### REQUIRED WORK
Up to the line containing "142 262 moveto", nothing is kept; from that line through the end of the data below, output every line exactly.

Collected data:

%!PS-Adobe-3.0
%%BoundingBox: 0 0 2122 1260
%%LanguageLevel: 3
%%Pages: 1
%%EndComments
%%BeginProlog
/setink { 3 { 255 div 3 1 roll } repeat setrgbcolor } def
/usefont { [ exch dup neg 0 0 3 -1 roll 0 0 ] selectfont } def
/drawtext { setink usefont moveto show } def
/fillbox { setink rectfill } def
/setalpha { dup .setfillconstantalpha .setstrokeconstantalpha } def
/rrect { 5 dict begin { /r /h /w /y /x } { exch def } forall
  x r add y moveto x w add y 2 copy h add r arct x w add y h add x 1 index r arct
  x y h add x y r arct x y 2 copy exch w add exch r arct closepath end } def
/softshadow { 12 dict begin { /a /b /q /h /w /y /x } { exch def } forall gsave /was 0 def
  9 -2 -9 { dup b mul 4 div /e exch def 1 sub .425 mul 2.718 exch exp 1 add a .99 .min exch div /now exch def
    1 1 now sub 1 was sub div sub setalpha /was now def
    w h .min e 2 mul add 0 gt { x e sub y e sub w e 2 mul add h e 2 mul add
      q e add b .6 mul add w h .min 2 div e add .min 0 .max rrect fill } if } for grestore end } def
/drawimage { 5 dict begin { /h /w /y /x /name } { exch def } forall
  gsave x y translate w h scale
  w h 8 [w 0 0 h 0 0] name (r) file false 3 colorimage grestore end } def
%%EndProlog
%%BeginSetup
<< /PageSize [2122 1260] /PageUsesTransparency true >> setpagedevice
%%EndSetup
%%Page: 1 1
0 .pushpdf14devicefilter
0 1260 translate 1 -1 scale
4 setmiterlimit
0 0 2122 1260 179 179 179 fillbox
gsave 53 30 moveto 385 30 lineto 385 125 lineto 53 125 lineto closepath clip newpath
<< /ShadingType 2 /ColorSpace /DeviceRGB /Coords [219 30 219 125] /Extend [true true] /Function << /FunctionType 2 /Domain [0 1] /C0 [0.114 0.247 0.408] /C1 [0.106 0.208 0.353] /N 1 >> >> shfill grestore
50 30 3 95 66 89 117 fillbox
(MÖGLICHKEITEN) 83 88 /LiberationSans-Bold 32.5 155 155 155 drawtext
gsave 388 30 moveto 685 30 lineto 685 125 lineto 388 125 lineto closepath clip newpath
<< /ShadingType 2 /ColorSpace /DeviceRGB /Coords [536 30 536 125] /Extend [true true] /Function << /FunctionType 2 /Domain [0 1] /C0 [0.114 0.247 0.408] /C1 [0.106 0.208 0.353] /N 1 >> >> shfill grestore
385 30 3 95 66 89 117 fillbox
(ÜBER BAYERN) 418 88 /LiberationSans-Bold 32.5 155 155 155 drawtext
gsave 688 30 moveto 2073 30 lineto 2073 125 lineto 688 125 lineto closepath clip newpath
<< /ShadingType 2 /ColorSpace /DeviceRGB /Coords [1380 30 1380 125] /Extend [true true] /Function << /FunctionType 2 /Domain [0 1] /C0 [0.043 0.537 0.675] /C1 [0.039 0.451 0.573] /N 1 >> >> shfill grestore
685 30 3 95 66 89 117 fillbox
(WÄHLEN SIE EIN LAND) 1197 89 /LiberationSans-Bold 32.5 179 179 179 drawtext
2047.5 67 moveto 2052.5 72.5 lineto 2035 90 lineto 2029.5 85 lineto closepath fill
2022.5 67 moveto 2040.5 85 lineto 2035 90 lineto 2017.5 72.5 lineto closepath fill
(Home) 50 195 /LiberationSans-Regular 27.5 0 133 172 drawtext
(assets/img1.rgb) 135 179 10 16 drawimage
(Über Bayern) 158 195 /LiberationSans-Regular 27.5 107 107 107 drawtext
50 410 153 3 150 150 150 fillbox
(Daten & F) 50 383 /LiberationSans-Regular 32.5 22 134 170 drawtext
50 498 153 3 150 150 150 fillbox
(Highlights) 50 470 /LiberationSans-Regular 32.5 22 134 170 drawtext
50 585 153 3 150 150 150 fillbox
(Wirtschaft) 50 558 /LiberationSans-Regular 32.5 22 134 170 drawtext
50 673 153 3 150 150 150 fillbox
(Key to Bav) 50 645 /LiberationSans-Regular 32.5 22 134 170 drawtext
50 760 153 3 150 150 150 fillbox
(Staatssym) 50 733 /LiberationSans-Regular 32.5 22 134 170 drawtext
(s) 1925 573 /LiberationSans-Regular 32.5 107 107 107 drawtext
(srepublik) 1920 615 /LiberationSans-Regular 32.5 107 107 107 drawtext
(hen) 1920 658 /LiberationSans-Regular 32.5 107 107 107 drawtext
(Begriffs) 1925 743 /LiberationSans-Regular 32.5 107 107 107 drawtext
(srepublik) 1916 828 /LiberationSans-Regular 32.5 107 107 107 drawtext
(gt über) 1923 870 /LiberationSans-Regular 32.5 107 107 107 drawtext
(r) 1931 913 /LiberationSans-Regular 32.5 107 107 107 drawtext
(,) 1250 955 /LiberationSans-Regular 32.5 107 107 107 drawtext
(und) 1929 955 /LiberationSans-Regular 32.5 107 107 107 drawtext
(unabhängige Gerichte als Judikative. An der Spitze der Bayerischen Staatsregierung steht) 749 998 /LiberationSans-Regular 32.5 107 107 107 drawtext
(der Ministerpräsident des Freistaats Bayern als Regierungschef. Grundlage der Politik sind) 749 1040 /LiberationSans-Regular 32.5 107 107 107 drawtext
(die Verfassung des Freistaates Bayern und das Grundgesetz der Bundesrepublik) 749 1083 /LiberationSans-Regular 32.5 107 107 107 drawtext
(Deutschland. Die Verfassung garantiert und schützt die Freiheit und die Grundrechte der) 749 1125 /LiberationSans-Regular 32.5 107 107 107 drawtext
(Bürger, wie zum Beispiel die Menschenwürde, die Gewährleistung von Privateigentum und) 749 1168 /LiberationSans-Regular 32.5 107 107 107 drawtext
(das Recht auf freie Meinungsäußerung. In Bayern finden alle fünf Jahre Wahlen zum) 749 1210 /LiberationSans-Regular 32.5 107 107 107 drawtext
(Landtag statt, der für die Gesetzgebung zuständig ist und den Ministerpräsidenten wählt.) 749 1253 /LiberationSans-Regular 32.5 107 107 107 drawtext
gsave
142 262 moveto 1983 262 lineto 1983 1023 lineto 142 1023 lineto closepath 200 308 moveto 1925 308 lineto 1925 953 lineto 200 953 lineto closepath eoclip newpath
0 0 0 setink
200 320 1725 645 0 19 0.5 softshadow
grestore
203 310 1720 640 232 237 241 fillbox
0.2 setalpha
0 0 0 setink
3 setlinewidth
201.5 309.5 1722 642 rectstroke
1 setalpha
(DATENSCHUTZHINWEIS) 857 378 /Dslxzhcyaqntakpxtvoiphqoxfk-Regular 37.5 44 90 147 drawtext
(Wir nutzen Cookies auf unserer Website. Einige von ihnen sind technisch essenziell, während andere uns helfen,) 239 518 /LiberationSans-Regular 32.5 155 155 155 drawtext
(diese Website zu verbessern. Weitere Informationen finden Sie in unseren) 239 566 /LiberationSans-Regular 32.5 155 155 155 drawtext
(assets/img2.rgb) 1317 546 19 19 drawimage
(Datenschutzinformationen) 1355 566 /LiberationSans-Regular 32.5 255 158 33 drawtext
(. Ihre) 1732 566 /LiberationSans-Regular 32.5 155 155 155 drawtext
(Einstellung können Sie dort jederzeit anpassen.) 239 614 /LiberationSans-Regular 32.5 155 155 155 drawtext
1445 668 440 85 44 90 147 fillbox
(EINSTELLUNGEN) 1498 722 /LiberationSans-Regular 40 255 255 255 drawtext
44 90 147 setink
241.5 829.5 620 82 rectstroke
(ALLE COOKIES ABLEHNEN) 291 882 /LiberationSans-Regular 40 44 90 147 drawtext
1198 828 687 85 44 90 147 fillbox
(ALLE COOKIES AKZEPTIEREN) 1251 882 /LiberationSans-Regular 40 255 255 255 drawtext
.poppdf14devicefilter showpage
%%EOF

### RESPONSE AREA
142 262 moveto 1983 262 lineto 1983 1023 lineto 142 1023 lineto closepath 200 308 moveto 1925 308 lineto 1925 953 lineto 200 953 lineto closepath eoclip newpath
0 0 0 setink
200 320 1725 645 0 19 0.5 softshadow
grestore
203 310 1720 640 232 237 241 fillbox
0.2 setalpha
0 0 0 setink
3 setlinewidth
201.5 309.5 1722 642 rectstroke
1 setalpha
(DATENSCHUTZHINWEIS) 857 378 /Dslxzhcyaqntakpxtvoiphqoxfk-Regular 37.5 44 90 147 drawtext
(Wir nutzen Cookies auf unserer Website. Einige von ihnen sind technisch essenziell, während andere uns helfen,) 239 518 /LiberationSans-Regular 32.5 155 155 155 drawtext
(diese Website zu verbessern. Weitere Informationen finden Sie in unseren) 239 566 /LiberationSans-Regular 32.5 155 155 155 drawtext
(assets/img2.rgb) 1317 546 19 19 drawimage
(Datenschutzinformationen) 1355 566 /LiberationSans-Regular 32.5 255 158 33 drawtext
(. Ihre) 1732 566 /LiberationSans-Regular 32.5 155 155 155 drawtext
(Einstellung können Sie dort jederzeit anpassen.) 239 614 /LiberationSans-Regular 32.5 155 155 155 drawtext
1445 668 440 85 44 90 147 fillbox
(EINSTELLUNGEN) 1498 722 /LiberationSans-Regular 40 255 255 255 drawtext
44 90 147 setink
241.5 829.5 620 82 rectstroke
(ALLE COOKIES ABLEHNEN) 291 882 /LiberationSans-Regular 40 44 90 147 drawtext
1198 828 687 85 44 90 147 fillbox
(ALLE COOKIES AKZEPTIEREN) 1251 882 /LiberationSans-Regular 40 255 255 255 drawtext
.poppdf14devicefilter showpage
%%EOF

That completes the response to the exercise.